Extremist Islamic groups such as ISIS or Al–Nusra have brought this repression and domination of women to its extreme. Women are treated as property, enslaved through control and violence, and removed from social and political life.

The Kurdish Women’s Movement and the Rojava Revolution have brought to this reality very radical and revolutionary changes. Under the new autonomy and self governance women’s liberation and gender equality are the core of social transformation.

Women are now in fifty percent of leadership positions in all institutions, as well as having autonomous women-only organisations, and many tools and the organisation necessary to ensure equal opportunity and the protection of their rights.

This process is challenging thousands of years of patriarchal values, so of course it needs lot of determination, grass-roots work, education and constant struggle in order to really make deep changes in the society.

Kongra Star is the umbrella organization for groups taking care of this process, organising and educating women from society, creating opportunities for them and ensuring their rights. It is also a symbol of this revolution.

Women like Zehra, Hebun and Emine have also become symbols. Women from Kobane and members of Kongra Star, they not only made crucial steps toward their own liberation, but they decided to struggle for all women, acting as a voice and opening the path to a more egalitarian and democratic society. Their strength and determination are indispensable qualities of women in the struggle. They make them our vanguard, an example for all women.

These women were not a threat to humanity as Turkish propaganda claimed. Rather, they were a threat to the old rules and values which have been imposed on women and all of society, values which represent the dictatorial and fascist, genocidal and femicidal politics of Tayip Erdogan and the Turkish state. The exact same politics and practices are used by the jihadist and extremist groups which are now plundering with impunity the territory of Syria that has been occupied by the Turkish state.
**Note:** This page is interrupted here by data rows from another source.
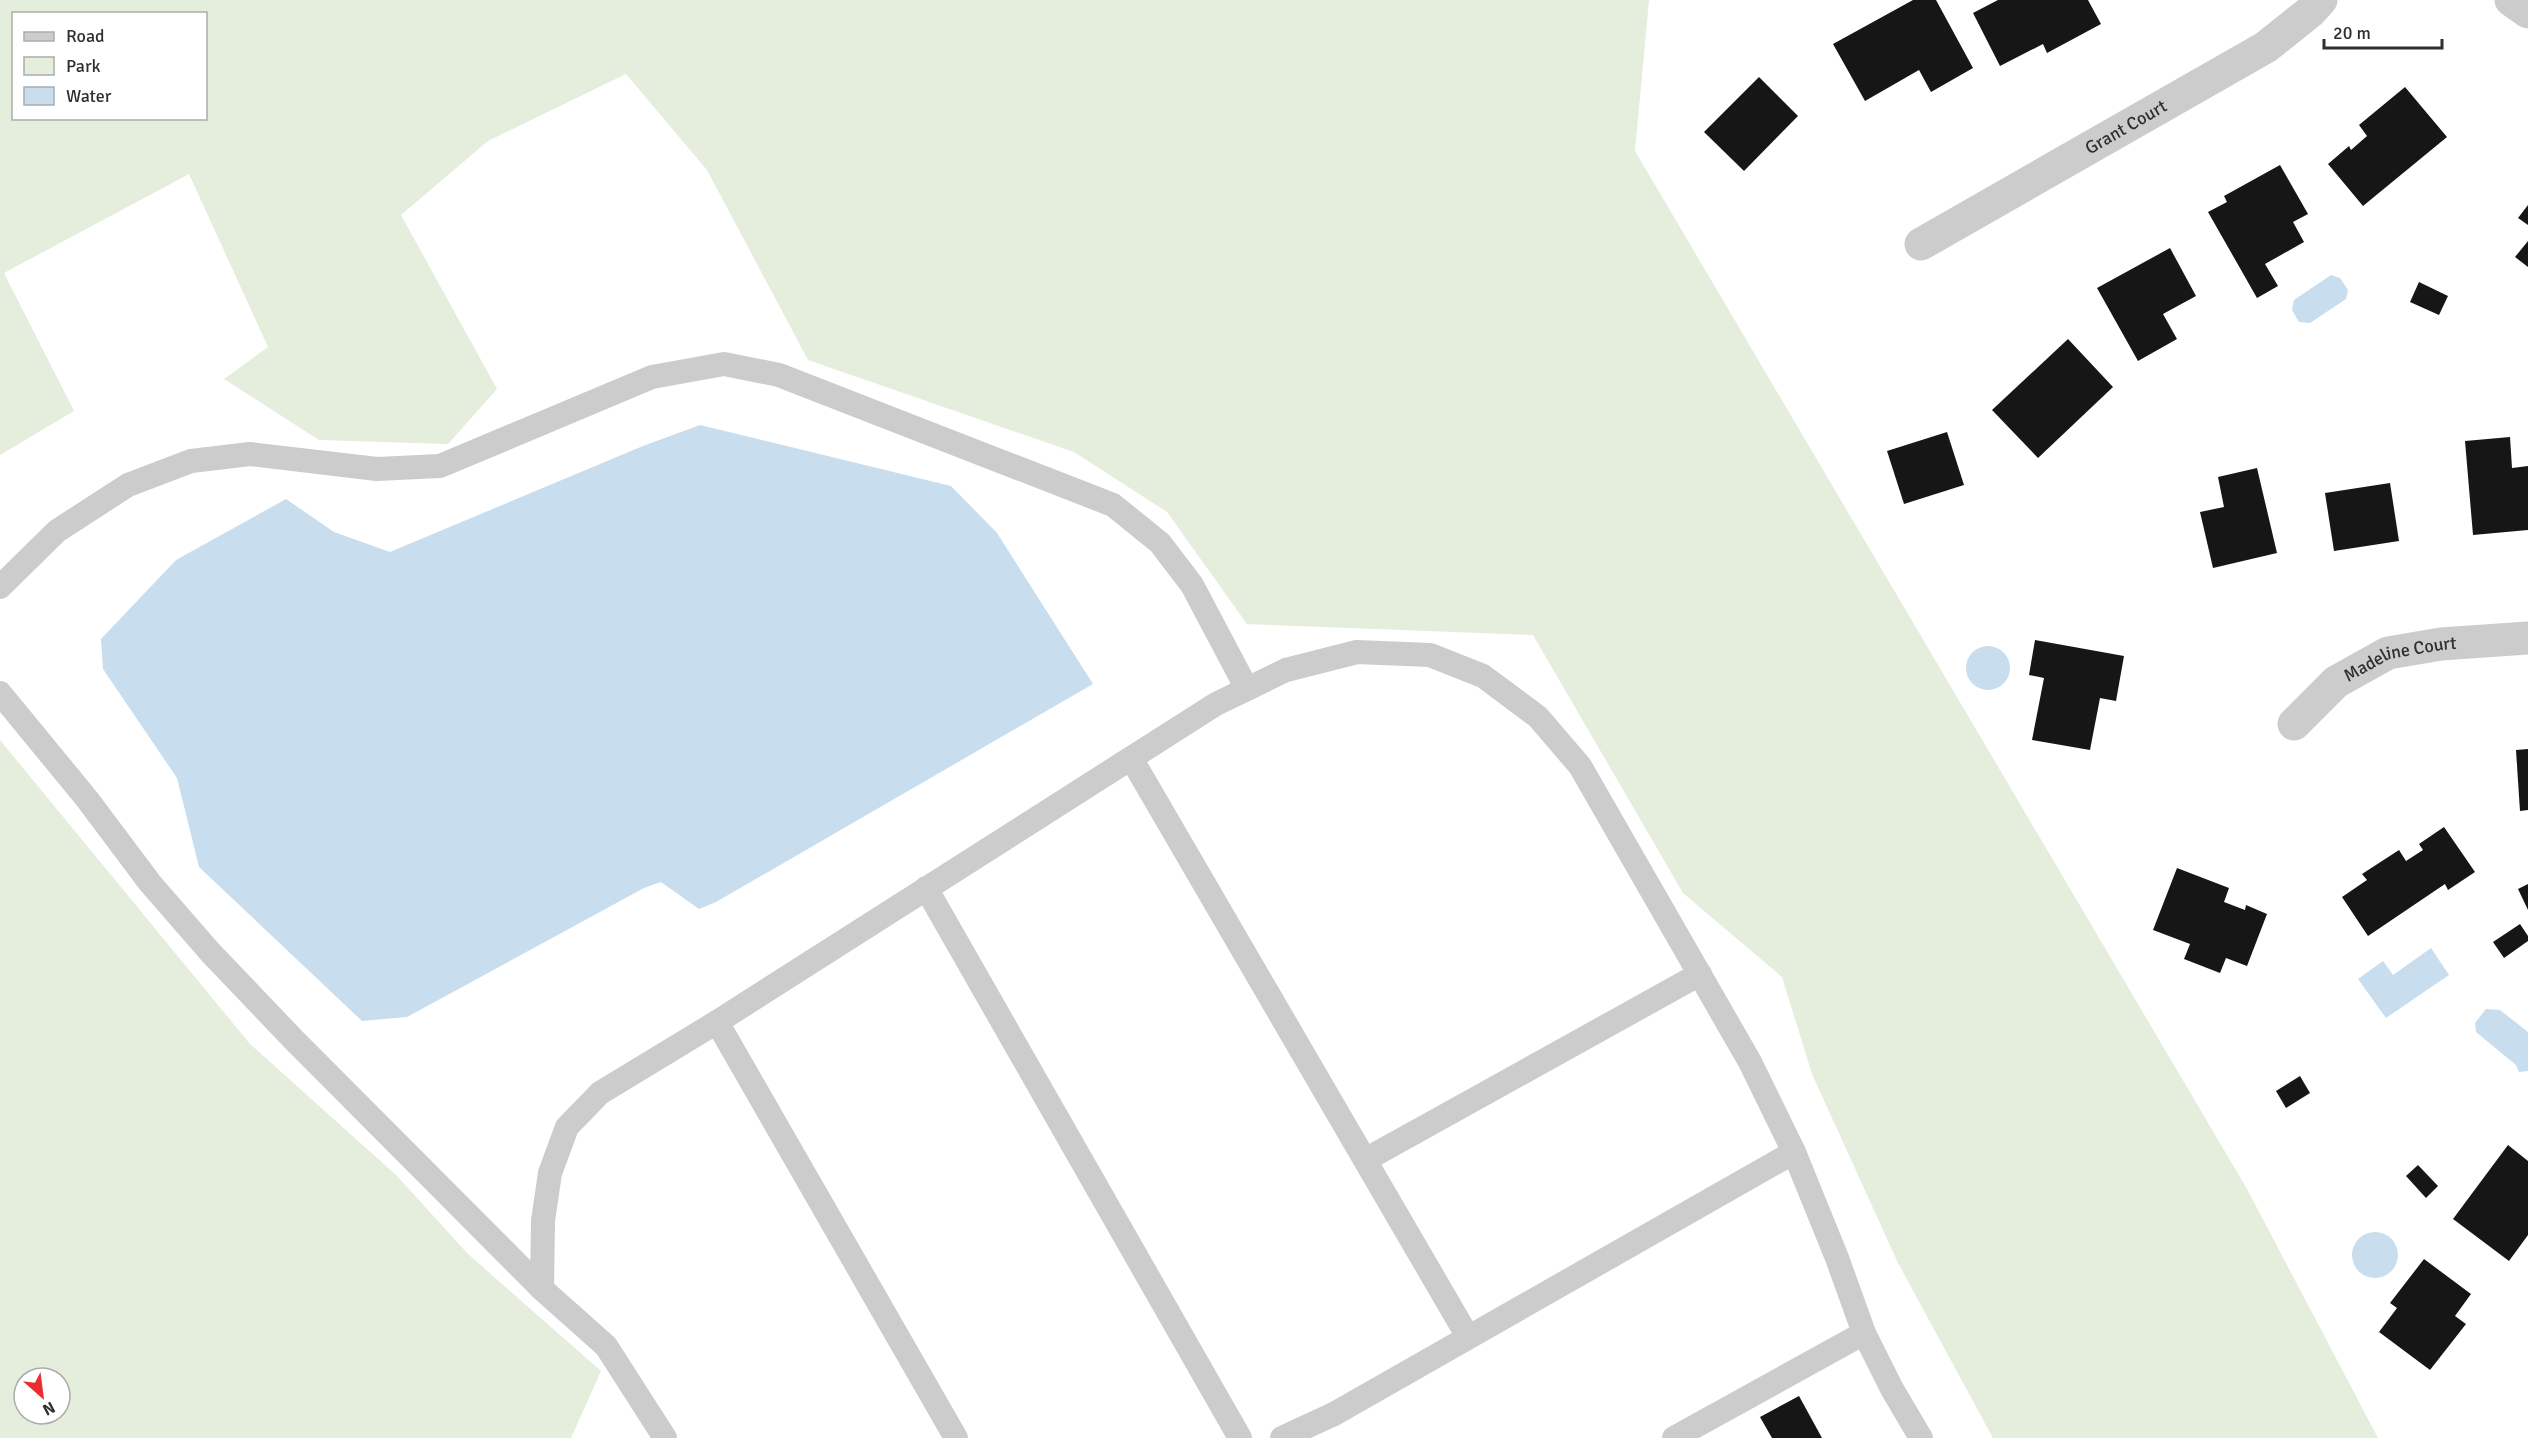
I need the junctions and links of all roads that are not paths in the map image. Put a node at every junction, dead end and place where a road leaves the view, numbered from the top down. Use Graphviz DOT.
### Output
graph roads {
  1 [pos="2321,0"];
  2 [pos="2511,0"];
  3 [pos="2528,12"];
  4 [pos="1921,244"];
  5 [pos="0,587"];
  6 [pos="2528,638"];
  7 [pos="1247,689"];
  8 [pos="0,693"];
  9 [pos="2294,724"];
  10 [pos="1131,758"];
  11 [pos="926,888"];
  12 [pos="1700,974"];
  13 [pos="717,1022"];
  14 [pos="1794,1152"];
  15 [pos="1365,1160"];
  16 [pos="542,1289"];
  17 [pos="1864,1332"];
  18 [pos="1468,1337"];
  19 [pos="665,1438"];
  20 [pos="956,1438"];
  21 [pos="1240,1438"];
  22 [pos="1282,1438"];
  23 [pos="1674,1438"];
  24 [pos="1921,1438"];
  1 -- 4 [label="street, Grant Court"];
  2 -- 3 [label="street"];
  5 -- 7 [label="lane"];
  6 -- 9 [label="street, Madeline Court"];
  7 -- 10 [label="lane"];
  7 -- 12 [label="lane"];
  8 -- 16 [label="lane"];
  10 -- 11 [label="lane"];
  10 -- 15 [label="lane"];
  11 -- 13 [label="lane"];
  11 -- 21 [label="lane"];
  12 -- 14 [label="lane"];
  12 -- 15 [label="lane"];
  13 -- 16 [label="lane"];
  13 -- 20 [label="lane"];
  14 -- 17 [label="lane"];
  14 -- 18 [label="lane"];
  15 -- 18 [label="lane"];
  16 -- 19 [label="lane"];
  17 -- 23 [label="lane"];
  17 -- 24 [label="lane"];
  18 -- 22 [label="lane"];
}
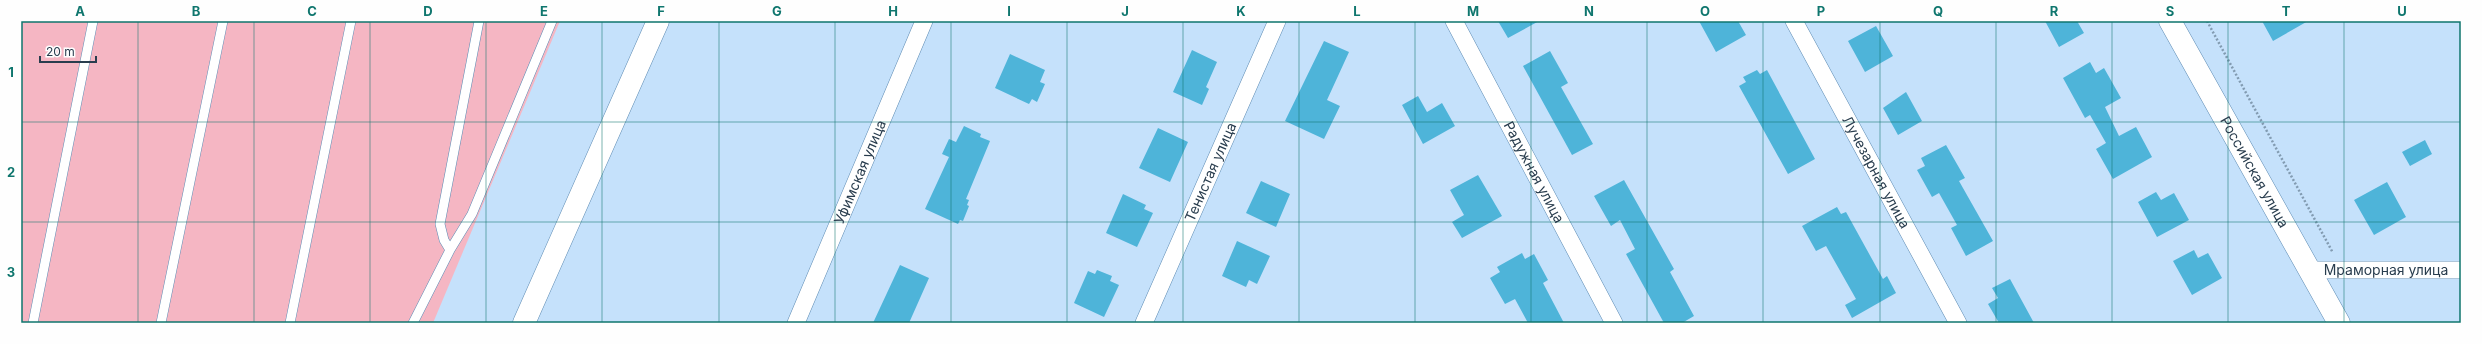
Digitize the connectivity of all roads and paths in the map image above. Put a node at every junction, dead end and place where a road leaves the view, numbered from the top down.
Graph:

Efrîn, Serêkaniyê and Gire Spî were prospering places which have turned into hell on the earth under the control of the Erdogan’s allies. Normal life is not possible there anymore. Hundreds of thousands of people have been forced to leave their land and those who stayed are living under constant extreme violence…

Women are kidnapped, imprisoned, raped and again restricted from any social activities. Society lives under threat and constant fear, terrified…

The message is clear: in the occupied territory women are to be put back into slavery. In liberated territory, women who stand up and fight for their people are struck from the sky. It is a clear threat to all who dare to be organized and struggle for their own liberation as women, as a nation, as oppressed people.

Does this look like a fight against terrorism? Or is it really the other way around?

Women of the world cannot stay silent, unlike the international powers.

It is in our hands. We must rise up and become Zehra, Emine, and Hebun. We must follow their path and raise our voices.

We need to give our promise to them and to ourselves that we will not surrender, we will keep struggling and defending the Rojava Revolution. It is a women’s revolution. It is also our revolution.

Raise your voice! Organise! Stop Erdogan! Stop Femicide!